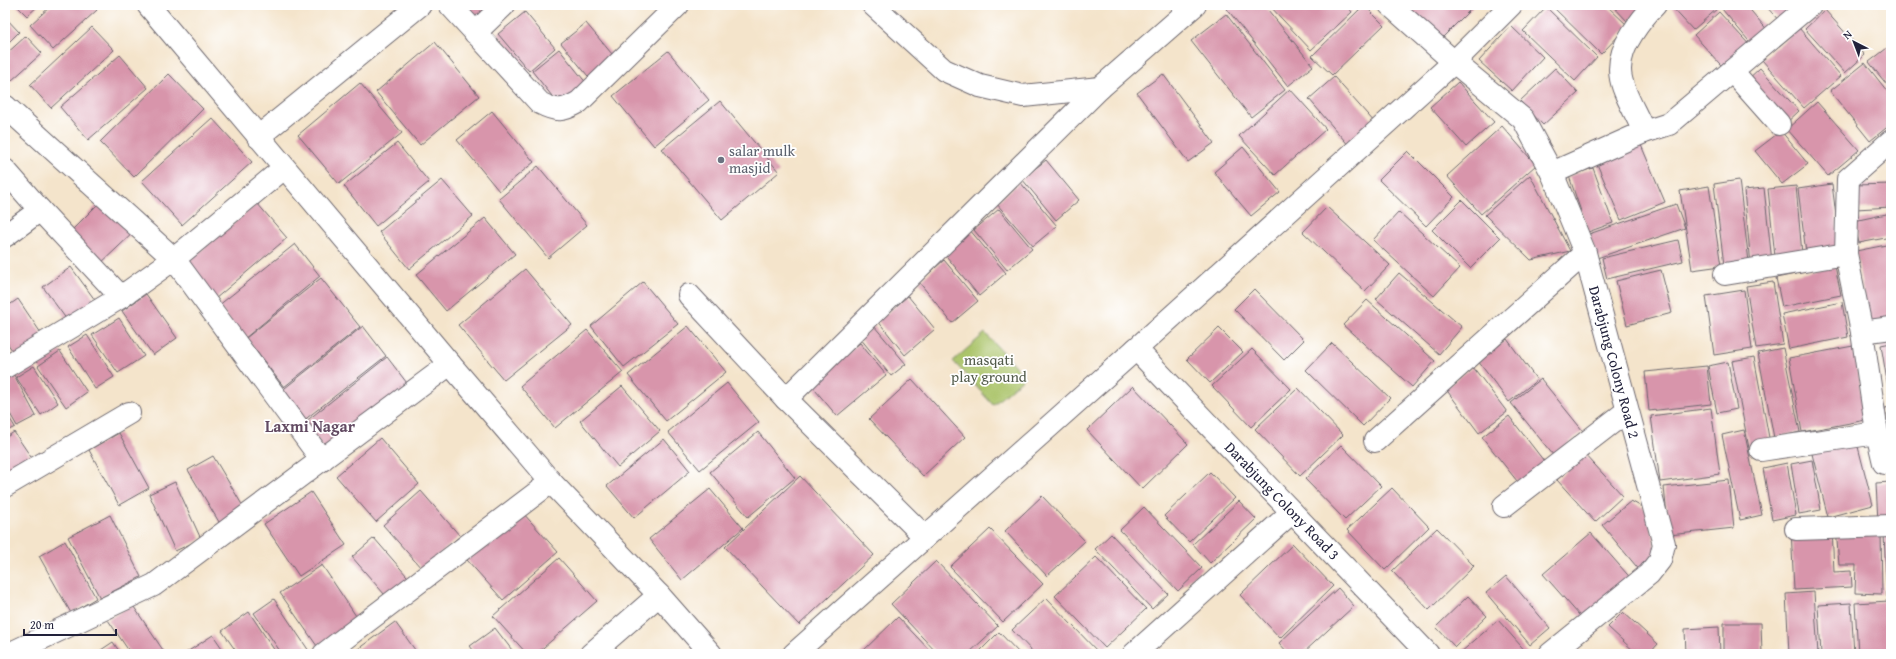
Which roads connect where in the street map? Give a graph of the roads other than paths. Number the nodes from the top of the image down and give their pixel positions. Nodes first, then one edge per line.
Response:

= = = = =

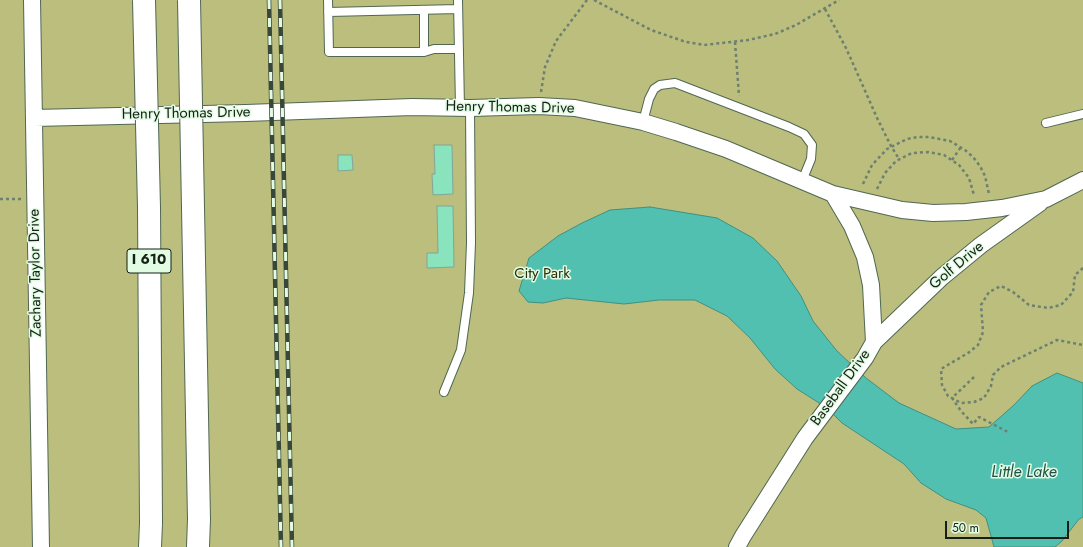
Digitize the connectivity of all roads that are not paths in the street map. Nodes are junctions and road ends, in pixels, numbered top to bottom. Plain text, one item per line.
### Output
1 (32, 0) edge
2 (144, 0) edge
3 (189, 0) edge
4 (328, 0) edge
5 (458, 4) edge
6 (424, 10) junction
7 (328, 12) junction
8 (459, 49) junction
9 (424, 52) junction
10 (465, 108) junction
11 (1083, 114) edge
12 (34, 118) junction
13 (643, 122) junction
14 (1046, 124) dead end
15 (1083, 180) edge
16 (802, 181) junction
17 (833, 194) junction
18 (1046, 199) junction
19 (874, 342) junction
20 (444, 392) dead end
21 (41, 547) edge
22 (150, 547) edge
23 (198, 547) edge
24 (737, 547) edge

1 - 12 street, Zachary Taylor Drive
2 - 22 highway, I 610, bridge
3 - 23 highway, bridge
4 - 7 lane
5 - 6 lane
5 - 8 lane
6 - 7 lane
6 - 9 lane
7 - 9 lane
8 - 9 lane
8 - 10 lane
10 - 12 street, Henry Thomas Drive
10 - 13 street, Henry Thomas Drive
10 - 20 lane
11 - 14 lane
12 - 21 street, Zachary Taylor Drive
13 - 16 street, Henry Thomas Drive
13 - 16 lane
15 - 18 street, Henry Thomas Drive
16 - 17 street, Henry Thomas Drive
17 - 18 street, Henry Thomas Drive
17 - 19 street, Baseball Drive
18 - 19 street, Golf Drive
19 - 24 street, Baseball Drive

= = = = =

What to work on: Wherever the string "roads" appears in a line of the records above, copy that line.

Solution to the exercise:
Which roads connect where in the street map? Give a graph of the roads other than paths. Number the nodes from the top of the image down and give their pixel positions. Nodes first, then one edge per line.
Digitize the connectivity of all roads that are not paths in the street map. Nodes are junctions and road ends, in pixels, numbered top to bottom. Plain text, one item per line.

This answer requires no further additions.